Des troubles très répandus

88 % des maladies professionnelles reconnues avec et sans arrêt pour les non-salariés agricoles sont des troubles musculosquelettiques, ce chiffre montant à près de 96 % chez les salariés agricoles

83,4 % de ces TMS sont des affections périarticulaires concernant principalement l’épaule et le canal carpien mais aussi, le rachis, le coude, ou le genou

80 % de ces troubles sont dus à des mouvements ou à un travail répétitif et près de 12 % au port de charges

450 TMS ont été enregistrés en 2015 chez les exploitants en grandes cultures, moins touchés par ces pathologies que les éleveurs (un peu plus de 1 600 cas chez les éleveurs de bovins laitiers)

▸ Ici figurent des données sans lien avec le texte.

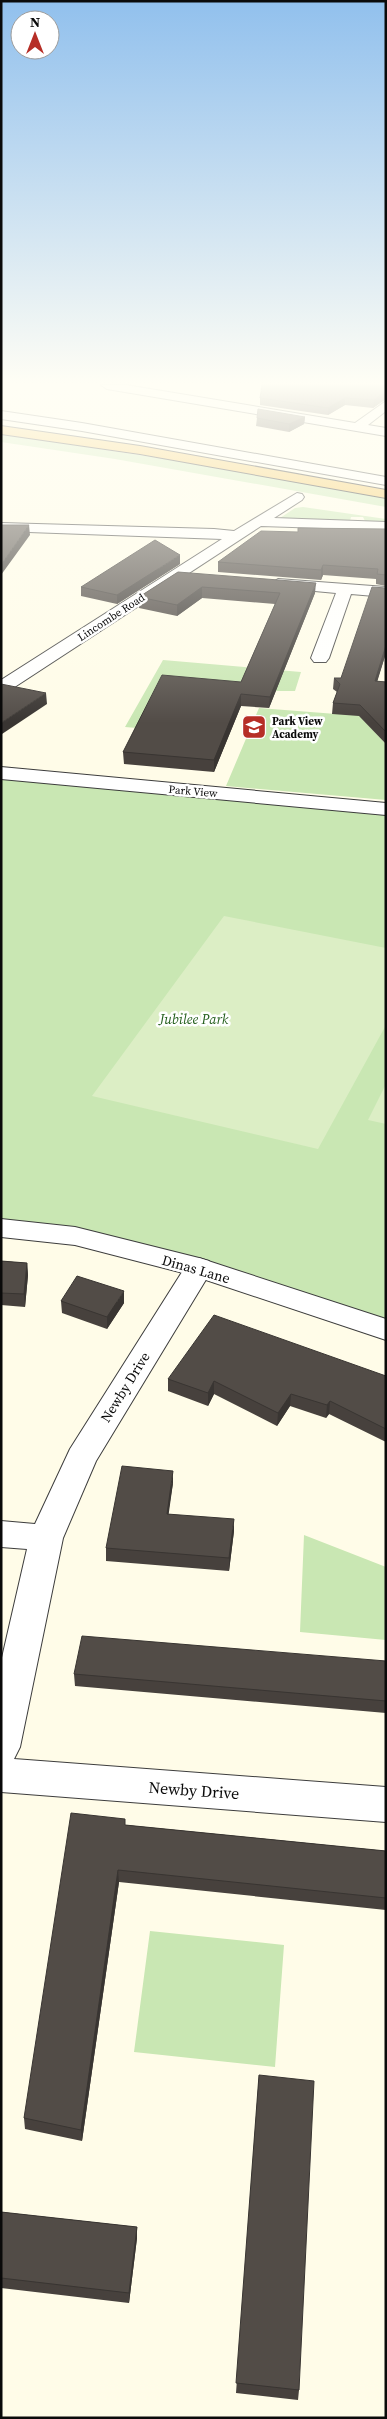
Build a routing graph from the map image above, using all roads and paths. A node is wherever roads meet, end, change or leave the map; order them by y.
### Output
1 (304, 498) edge
2 (258, 522) junction
3 (386, 526) edge
4 (1, 527) edge
5 (237, 536) junction
6 (175, 576) junction
7 (203, 578) edge
8 (260, 582) edge
9 (346, 588) junction
10 (386, 592) edge
11 (320, 658) dead end
12 (1, 688) edge
13 (1, 773) edge
14 (386, 809) edge
15 (1, 1228) edge
16 (199, 1268) junction
17 (386, 1330) edge
18 (1, 1534) edge
19 (46, 1538) junction
20 (1, 1747) edge
21 (1, 1775) edge
22 (386, 1805) edge

1 - 2 street, Lincombe Road
2 - 3 street
2 - 5 street, Lincombe Road
4 - 5 street
5 - 6 street, Lincombe Road
6 - 7 street
6 - 12 street, Lincombe Road
8 - 9 street
9 - 10 street
9 - 11 street
13 - 14 street, Park View
15 - 16 street, Dinas Lane
16 - 17 street, Dinas Lane
16 - 19 street, Newby Drive
18 - 19 street
19 - 20 street, Newby Drive
21 - 22 street, Newby Drive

Source : MSA, bilan national 2011-2015

Surveiller son siège de tracteur

Sachez-le : le siège du conducteur se change, particulièrement sur les tracteurs un peu anciens. « Le siège est une pièce d’usure sur les tracteurs, estime Fabien Dumaire, à la MSA de l’Aisne. Au bout de 5 à 6000 heures de conduite, le compresseur mécanique est moins performant, le chauffeur vient talonner en butée haute ou basse. On préconise le remplacement du siège. Je pousse sur un siège pneumatique à basse fréquence ». Les prix vont de 1 400 à près de 6 000 € en fonction de la qualité de régulation de l’amortissement. Si changer son siège n’a rien d’obligatoire, il n’en reste pas moins que c’est un moyen efficace de réduire les vibrations du corps entier, sources de TMS.